Un nuevo apocalipsis

| Cada pocos años aparece un nuevo film con la destrucción como base de la trama. El cine castástrofe regresa ambientado en la prehistoria.

En Buenos Aires: Mariángel Solomita

Hacer películas da miedo". Con estas palabras comenzó el realizador Ronald Emmerich su exposición en Buenos Aires, en la que pretendía contar cómo se realizó 10.000 A.C., la película más complicada de su carrera. Emmerich escuchó los pedidos de aquellos que extrañaban las superproducciones de Hollywood y, prepárense, porque la última creación del director de Día de la independencia, Godzilla y El Día después de mañana tuvo que esperar 15 años en un cajón hasta que la tecnología se adecuara a las necesidades del guión. "La idea de la película es pasar por distintas etapas del desarrollo de la raza, no quería que fuera una lección de historia ni un documental", comentó. Y es que más de uno va a consultar un libro de historia luego de ver este film ambientado en la prehistoria y que en una primera parte se centra en presentar a los cazadores de mamuts, la bestia más temida de la época. Es entonces que aparece el héroe, D`Leh, interpretado por el desconocido actor Steven Strait, que entre sus habilidades descubrirá que puede hacerse entender por un tigre diente de sable. Durante la segunda mitad de la película, deberá rescatar a varias personas de su pueblo -incluída su amada- que fueron secuestrados por una civilización perdida para trabajar como esclavos y construir pirámides. ¿Coexistieron estos dos períodos históricos? No importa. Emmerich adora los sets enormes y los personajes fantásticos, que abundan en la cinta.

SOLUCIONES RÁPIDAS. Que el 95% del guión fuera escrito para ser filmado al aire libre y se seleccionaran locaciones en 5 países diferentes, fue un problema. El primero: los imprevistos climáticos. En Nueva Zelanda nevó 14 días, así que hubo que olvidar la pre-producción de 9 meses destinadas a las locaciones y reescribir el guión en un trailer. El segundo, más sorpresas del clima: tormentas en la segunda locación y una nueva reescritura del guión, a lo que se le sumó la construcción de un set que pudiera resguardar a los cientos de personas que participaban del rodaje. Las grabaciones se extendieron por Nueva Zelanda, Sudáfrica, Namibia, Tailandia e Inglaterra, pero lo más complicado vendría después.

La cinta está compuesta por más de 600 tomas de efectos especiales, de las cuales alrededor de 400 son muy complejas.

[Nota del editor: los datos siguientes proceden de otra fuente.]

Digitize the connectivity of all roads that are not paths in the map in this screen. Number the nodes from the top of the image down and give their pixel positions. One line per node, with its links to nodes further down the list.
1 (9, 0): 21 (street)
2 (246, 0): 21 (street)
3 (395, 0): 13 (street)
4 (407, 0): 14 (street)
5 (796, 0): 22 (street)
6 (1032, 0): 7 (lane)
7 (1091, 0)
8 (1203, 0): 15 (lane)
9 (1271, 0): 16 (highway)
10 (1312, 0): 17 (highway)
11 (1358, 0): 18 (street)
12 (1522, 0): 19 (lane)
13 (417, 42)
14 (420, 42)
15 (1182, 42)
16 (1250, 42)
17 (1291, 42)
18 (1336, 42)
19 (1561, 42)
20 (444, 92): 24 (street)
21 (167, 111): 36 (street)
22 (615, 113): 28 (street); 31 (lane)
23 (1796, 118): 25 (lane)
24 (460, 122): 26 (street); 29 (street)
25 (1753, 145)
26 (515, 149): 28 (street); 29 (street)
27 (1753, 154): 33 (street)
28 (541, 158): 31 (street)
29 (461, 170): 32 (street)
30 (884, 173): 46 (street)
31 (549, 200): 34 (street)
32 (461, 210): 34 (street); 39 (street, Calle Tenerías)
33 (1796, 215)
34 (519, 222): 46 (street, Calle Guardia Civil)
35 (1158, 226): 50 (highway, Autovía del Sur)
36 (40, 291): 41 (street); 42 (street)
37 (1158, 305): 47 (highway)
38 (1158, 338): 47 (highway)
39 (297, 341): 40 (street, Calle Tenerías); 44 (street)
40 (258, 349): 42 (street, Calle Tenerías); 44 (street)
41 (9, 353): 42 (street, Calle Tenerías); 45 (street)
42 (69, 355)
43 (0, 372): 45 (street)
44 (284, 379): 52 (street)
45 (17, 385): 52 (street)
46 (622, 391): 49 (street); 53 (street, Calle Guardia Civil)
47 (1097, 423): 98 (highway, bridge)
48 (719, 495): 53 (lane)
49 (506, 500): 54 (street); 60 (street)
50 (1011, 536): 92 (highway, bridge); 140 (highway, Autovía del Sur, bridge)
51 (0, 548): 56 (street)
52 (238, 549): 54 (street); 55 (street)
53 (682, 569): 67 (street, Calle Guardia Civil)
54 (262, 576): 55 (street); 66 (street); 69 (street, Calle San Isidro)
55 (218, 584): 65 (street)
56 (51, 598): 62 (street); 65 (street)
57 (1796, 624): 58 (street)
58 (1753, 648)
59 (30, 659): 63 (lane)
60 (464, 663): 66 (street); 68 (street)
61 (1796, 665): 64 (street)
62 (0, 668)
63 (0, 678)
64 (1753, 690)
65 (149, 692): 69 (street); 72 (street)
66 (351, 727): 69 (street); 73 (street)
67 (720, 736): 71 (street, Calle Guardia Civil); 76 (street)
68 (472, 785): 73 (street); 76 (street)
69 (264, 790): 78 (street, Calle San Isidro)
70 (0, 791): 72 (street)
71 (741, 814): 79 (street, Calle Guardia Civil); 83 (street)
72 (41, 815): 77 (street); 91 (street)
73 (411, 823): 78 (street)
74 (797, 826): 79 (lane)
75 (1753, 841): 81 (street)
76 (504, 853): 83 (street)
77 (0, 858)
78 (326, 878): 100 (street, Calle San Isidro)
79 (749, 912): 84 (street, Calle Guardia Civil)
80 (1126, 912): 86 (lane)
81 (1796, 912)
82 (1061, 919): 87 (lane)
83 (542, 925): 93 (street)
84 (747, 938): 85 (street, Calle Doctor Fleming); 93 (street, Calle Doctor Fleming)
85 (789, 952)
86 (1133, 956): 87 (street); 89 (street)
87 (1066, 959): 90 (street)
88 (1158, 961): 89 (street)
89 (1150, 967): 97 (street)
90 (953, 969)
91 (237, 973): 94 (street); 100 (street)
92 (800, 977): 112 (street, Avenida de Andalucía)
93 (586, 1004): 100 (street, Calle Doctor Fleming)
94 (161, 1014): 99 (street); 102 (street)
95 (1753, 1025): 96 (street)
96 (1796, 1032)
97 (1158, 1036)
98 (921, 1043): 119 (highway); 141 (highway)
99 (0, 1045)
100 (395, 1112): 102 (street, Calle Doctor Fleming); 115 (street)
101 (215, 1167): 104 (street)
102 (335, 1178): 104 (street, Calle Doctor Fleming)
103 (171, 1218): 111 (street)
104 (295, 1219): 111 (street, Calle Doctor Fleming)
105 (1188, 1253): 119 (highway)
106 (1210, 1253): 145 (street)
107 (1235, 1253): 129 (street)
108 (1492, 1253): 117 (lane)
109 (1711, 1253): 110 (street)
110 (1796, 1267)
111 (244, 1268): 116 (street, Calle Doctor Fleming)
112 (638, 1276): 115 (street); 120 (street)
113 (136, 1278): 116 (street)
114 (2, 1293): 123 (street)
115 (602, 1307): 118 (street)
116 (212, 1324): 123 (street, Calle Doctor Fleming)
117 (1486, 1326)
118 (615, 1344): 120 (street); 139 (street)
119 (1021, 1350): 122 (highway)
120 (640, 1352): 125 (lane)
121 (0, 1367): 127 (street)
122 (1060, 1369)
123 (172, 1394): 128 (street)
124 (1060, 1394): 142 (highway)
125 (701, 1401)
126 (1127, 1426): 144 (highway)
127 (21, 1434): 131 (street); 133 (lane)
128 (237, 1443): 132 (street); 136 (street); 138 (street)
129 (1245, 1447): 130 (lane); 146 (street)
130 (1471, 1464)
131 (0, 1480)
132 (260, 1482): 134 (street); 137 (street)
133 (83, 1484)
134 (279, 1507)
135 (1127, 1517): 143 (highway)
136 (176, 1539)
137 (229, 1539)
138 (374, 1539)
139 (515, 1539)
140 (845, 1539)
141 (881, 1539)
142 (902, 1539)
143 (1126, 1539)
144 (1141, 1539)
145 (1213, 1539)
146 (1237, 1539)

La imagen más difícil de animar es el pelo y en esta película hay decenas de animales. "Como soy masoquista puse pelo y agua", comentó el director. Para tener una idea, cada cuadro a animar demora 12 horas de rendering (efectuar el efecto)... hay 24 cuadros por segundo.

La pregunta que surge enseguida es saber cuánto cuesta una película de estas magnitudes y, aunque no mencionaron cifras, su productor Michael Wimer aclaró que se trata de una película enorme con presupuesto medio. Probablemente ayude a mantener los costos la contratación de actores que aún no han alcanzado el éxito, como los protagonistas Steven Strait y Camilla Belle.

CINE CATÁSTROFE. Para crear esta película, el director de origen alemán se basó en un documental sobre la caza de mamuts que vio por TV. Este proyecto fue el más largo de su carrera, ya que sin contar el tiempo dedicado al guión, el proceso de preproducción, grabación y post-producción abarcó dos años y medio.

Para algunos críticos Emmerich puede catalogarse como un director de advertencias, que llama a la unión para enfrentar las catástrofes. Y en efecto el realizador reconoce que lejos de admirar a los superhéroes, en sus creaciones prefiere crear héroes verdaderos con los que nos podamos identificar, que son aquellos hombres comunes que pueden guiar al resto frente a situaciones inesperadas.

Mientras se espera el estreno de 10.000 A.C. para el 19 de marzo, los fanáticos de este tipo de cine no tienen de qué preocuparse, porque parece que para 2012 Emmerich planea estrenar otra película épica cuyo nombre sería precisamente 2012. Después de destruir monumentos, ciudades y pirámides, deberíamos preguntarle qué le queda por romper.